Gifford: "Most of the crew is brought up from Seattle. It’s four or five people at a time that have to be on the hovercraft. It was costing the borough over $3 million a year, and it’s just not sustainable."

He’s hoping to cut those costs by replacing the hovercraft with a helicopter. The borough is going to lease the aircraft from a company in Homer.

Gifford: "It looks like could save upwards of a million dollars and maybe more depending on how it goes."

Marty Robbins is the general manager of HoverLink, the Seattle company that’s managed the hovercraft for the borough. He says the partnership is ending on good terms, and he’s happy with the service they’ve provided.

Robbins says the hovercraft has been able to operate about 70 percent of the time since it started running.

Robbins: "And that’s, you know, about what we thought it would be going into it, was we would have that sort of weather and sea condition limitations."

Gifford says the helicopter will definitely have days where bad weather keeps it grounded, too. But he’s hoping those will coincide with closures and groundings at the airport.

That hasn’t been the case with the hovercraft.

Gifford: "There were days when the airplane could come over and the hovercraft couldn’t operate because of sea conditions. And there were days when it was foggy and the hovercraft could run and the airplane couldn’t run. But with the helicopter, it’ll be more consistent with what the airplane can do."

The helicopter only holds six passengers, as compared to 40 on the hovercraft. Gifford says they’ll make up the difference in speed. It takes the helicopter six minutes to get to Akun, while the hovercraft took 30 or 40 minutes.

The helicopter does have weight limitations, and it won’t be able to haul fuel or vehicles like the hovercraft could. Akutan’s mayor Joe Bereskin says they’re still deciding what to do about that.

But Gifford says the rest of the service should stay the same. That includes the fees that passengers will have to pay to get to the airport. A one-way ticket will still be $100.
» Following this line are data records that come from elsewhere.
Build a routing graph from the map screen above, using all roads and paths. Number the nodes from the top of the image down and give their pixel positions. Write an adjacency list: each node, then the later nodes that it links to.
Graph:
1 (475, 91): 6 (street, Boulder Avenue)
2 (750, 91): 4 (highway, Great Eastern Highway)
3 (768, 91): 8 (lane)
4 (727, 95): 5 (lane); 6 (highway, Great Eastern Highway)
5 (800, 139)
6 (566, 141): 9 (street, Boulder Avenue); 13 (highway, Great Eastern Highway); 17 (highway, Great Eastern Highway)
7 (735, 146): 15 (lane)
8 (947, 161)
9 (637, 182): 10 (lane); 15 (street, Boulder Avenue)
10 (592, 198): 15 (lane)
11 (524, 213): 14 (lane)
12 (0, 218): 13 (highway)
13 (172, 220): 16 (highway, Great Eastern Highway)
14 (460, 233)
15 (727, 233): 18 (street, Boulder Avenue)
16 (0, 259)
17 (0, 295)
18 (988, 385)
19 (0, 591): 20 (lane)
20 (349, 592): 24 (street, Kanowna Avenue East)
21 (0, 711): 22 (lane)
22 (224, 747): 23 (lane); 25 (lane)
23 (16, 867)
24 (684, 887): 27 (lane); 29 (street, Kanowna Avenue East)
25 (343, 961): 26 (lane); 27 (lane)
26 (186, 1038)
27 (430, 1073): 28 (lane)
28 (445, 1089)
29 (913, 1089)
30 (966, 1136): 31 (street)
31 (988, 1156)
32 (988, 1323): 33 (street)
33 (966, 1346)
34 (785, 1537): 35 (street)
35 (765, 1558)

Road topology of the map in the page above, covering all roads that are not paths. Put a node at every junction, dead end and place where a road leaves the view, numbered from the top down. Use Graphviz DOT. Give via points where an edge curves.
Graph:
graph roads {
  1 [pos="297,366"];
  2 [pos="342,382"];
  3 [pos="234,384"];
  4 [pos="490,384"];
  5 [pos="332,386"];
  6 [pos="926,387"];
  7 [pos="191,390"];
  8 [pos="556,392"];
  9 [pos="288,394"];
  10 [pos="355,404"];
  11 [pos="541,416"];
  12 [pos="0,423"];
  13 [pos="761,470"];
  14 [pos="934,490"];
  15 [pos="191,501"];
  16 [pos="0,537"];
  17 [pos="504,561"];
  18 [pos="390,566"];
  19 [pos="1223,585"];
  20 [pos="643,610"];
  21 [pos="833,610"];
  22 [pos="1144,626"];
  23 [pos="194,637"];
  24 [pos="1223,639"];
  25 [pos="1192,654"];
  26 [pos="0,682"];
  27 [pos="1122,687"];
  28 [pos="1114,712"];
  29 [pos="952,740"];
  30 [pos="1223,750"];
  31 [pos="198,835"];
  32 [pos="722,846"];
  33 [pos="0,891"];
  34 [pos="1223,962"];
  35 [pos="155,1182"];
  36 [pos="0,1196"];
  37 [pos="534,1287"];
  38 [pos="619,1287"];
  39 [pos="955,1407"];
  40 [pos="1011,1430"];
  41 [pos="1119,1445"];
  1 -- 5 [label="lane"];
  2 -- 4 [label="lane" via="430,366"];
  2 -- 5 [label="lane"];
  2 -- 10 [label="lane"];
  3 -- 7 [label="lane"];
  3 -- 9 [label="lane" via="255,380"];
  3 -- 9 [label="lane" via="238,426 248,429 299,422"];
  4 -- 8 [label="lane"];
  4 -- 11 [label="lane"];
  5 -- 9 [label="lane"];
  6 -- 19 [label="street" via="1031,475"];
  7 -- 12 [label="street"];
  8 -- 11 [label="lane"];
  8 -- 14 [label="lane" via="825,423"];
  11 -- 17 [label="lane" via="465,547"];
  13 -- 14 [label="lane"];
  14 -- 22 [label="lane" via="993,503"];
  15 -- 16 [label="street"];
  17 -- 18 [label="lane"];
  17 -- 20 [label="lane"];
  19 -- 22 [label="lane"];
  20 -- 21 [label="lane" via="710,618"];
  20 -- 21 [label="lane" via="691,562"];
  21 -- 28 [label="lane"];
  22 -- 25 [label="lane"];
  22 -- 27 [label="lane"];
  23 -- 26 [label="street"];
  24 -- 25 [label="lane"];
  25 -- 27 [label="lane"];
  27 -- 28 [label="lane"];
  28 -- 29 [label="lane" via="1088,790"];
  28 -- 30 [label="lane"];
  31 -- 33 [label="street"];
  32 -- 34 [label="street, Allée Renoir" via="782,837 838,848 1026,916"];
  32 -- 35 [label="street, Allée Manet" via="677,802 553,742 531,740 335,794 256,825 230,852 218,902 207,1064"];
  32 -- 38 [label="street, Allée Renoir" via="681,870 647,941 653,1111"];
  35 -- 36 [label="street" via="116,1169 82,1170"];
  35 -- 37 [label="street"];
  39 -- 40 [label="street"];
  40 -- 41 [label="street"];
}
Gifford says even the helicopter isn’t a permanent solution. Eventually, they’d like to return to the water to connect Akutan to its airport.

Gifford: "We feel the ultimate solution is that someday we need to have a dock and a breakwater on the Akun Island where the airport is, and then run a conventional vessel back and forth."

That could take three to five years to set up -- to say nothing of funding. Meanwhile, the helicopter is due to start flying alongside the hovercraft in February.

They’ll overlap service for about two weeks before the hovercraft goes into storage, and the helicopter becomes a full-time airport taxi.


Works In Alaska on Wednesday, December 11 2013:

This whole "Airport to nowhere" is just wrong. $70 million to build, $100 just to get off the airport, and no plan for the future. For this amount, one has to ask the question "Who benefitted from this money?" Besides Kiewit construction that is. For This kind of money, a carrier could have bought DOZENS of Cessna Caravans on floats, and utilized the existing seaplane ramp at Akutan, and the airport at Dutch Harbor. Dutch might have been able to be upgraded to an IFR airport too. Gotta love Alaska. Run by grants, money, and no common sense.

James Mason on Tuesday, December 10 2013:

Eventually they'll figure out they need some sort of utility boat with a crane. I'd be curious to know if big Alaska Airlines jets can get in and out of Akun easily.